Abstract
Standardization issues have become increasingly important over the last several years. Market success for many companies hinges on the successful implementation of standards. Standards can reduce costs at the point of use of diagnostic and analytical instrumentation and can also reduce the costs of manufacturing.
The use of standards can also reduce redundancy in laboratory testing because it reduces waste, allows positive specimen handling and tracking throughout the automation process and helps to speed up the entire process. The principals of just-in-time manufacturing and palletizing can be applied to the laboratory, but only after standards are in place. Installation and service costs are reduced because standards facilitate a customer-oriented plug-and-play simplicity.
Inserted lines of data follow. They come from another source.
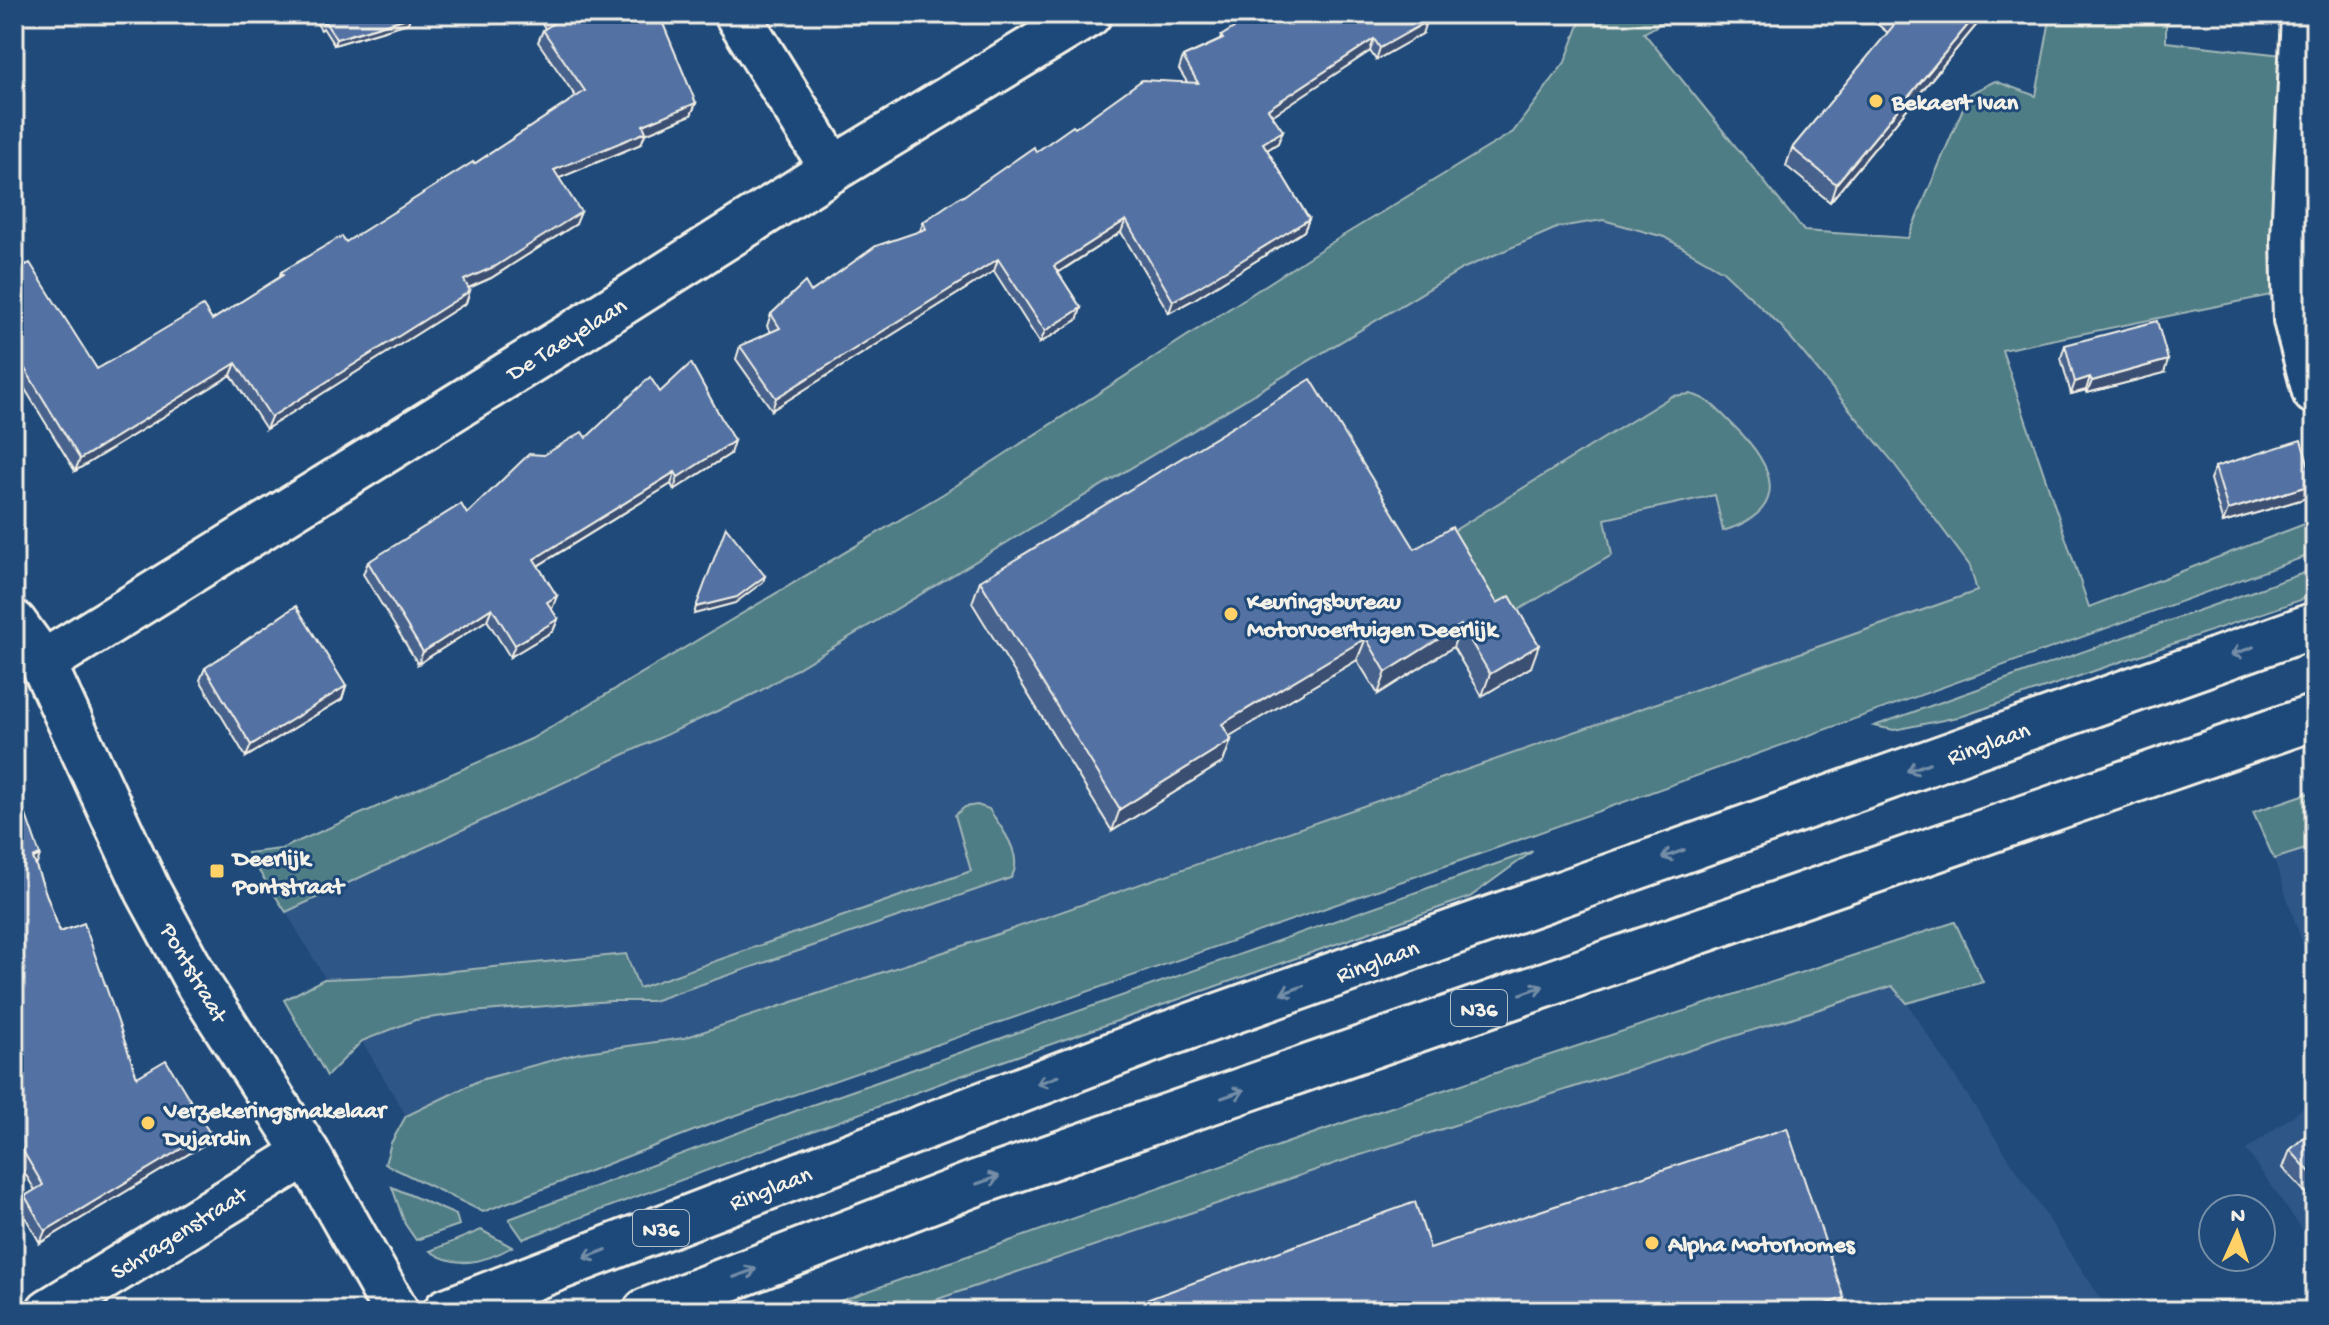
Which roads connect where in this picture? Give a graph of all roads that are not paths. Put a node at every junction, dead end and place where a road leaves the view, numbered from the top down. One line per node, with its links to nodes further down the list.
1 (737, 14): 4 (main road)
2 (1089, 14): 4 (main road, De Taeyelaan)
3 (2304, 14): 5 (main road)
4 (833, 169): 8 (main road, De Taeyelaan)
5 (2315, 392)
6 (14, 623): 8 (main road, Pontstraat)
7 (2315, 625): 13 (main road, Ringlaan / N36, one-way to 13)
8 (43, 663): 10 (main road, Pontstraat)
9 (2315, 717): 14 (main road, N36, one-way to 9)
10 (307, 1153): 11 (main road, Schragenstraat); 12 (main road, Pontstraat)
11 (49, 1311)
12 (396, 1311)
13 (446, 1311)
14 (646, 1311)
Furthermore, training costs are reduced since principles of operation and maintenance will be common across different platforms.
In the clinical laboratory there are many standardization groups already working on all aspects of laboratory standardization. In fact, a special committee has been set up to oversee the many standards activities that currently exist.
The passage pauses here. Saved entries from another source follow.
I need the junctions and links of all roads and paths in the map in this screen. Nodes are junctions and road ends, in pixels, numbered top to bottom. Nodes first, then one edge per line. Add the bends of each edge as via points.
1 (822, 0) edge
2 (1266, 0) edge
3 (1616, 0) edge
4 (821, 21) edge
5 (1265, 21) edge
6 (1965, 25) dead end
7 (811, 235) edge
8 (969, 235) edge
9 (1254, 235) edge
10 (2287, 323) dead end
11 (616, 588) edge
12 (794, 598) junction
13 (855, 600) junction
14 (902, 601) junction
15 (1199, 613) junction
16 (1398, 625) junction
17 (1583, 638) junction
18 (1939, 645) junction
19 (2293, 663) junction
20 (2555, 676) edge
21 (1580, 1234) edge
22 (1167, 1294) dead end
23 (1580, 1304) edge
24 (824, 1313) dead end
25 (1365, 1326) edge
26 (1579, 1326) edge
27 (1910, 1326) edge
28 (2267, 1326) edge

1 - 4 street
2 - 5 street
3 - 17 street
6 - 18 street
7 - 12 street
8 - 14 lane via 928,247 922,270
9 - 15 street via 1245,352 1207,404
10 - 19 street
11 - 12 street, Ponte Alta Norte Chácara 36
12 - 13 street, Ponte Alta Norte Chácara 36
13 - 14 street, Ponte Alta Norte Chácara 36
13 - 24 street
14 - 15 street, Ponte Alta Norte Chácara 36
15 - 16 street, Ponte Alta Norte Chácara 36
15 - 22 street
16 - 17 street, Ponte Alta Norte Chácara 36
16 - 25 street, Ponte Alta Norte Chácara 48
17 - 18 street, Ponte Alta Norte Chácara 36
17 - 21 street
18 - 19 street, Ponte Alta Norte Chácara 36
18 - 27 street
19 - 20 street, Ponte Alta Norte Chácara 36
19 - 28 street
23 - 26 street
The Clinical Testing Automation Standards Steering Committee is a group that was recently formed to coordinate the activities of some well-respected standards organizations (e.g., National Committee on Clinical Laboratory Standards, International Federation for Clinical Chemistry Standards Committee, Japanese Commission on Clinical laboratory Standards). Their mission is to develop and organize a worldwide standards process by performing the following tasks:
facilitating the optimization, interfacing, and integration of analytical equipment,
encouraging cooperation between industry and users,
monitoring the standards creation process so that it reduces costs and increases quality and
assisting with implementation of standards so they are actually used
The CTASSC will initially focus on the specimen carrier and its container/transporter, communications specifications, error and exception handling, mechanical interface and system/status performance information. The process they will use to proceed with standards development involves first formalizing the activity through written objectives, getting a group consensus after assembling knowledgeable participants, organizing a working group which will be responsible for actually working out the details, and finally arranging for a clinical test site to determine if the standard works in a functioning laboratory. The members of the current committee include:
R. Markin, M.D., Ph.D., University of Nebraska, Chairman
K. Bennet, Mayo Foundation
G. Hoffmann, M.D., Trillium, GmbH, Grafrath, Germany
S. Howlett, Coulter Corporation, Miami, FL
G. Kramer, Ph.D., NIST, Gaithersburg, MD
P. Mountain, Autolab Systems, Etobicoke, Ontario, Canada
D. O'Bryan, Ph.D., Smith Kline Beecham Laboratories
S. Savitz, Becton Dickinson, Franklin Lakes, NJ
Pipetting robots are beginning to use standardized communications and interfaces.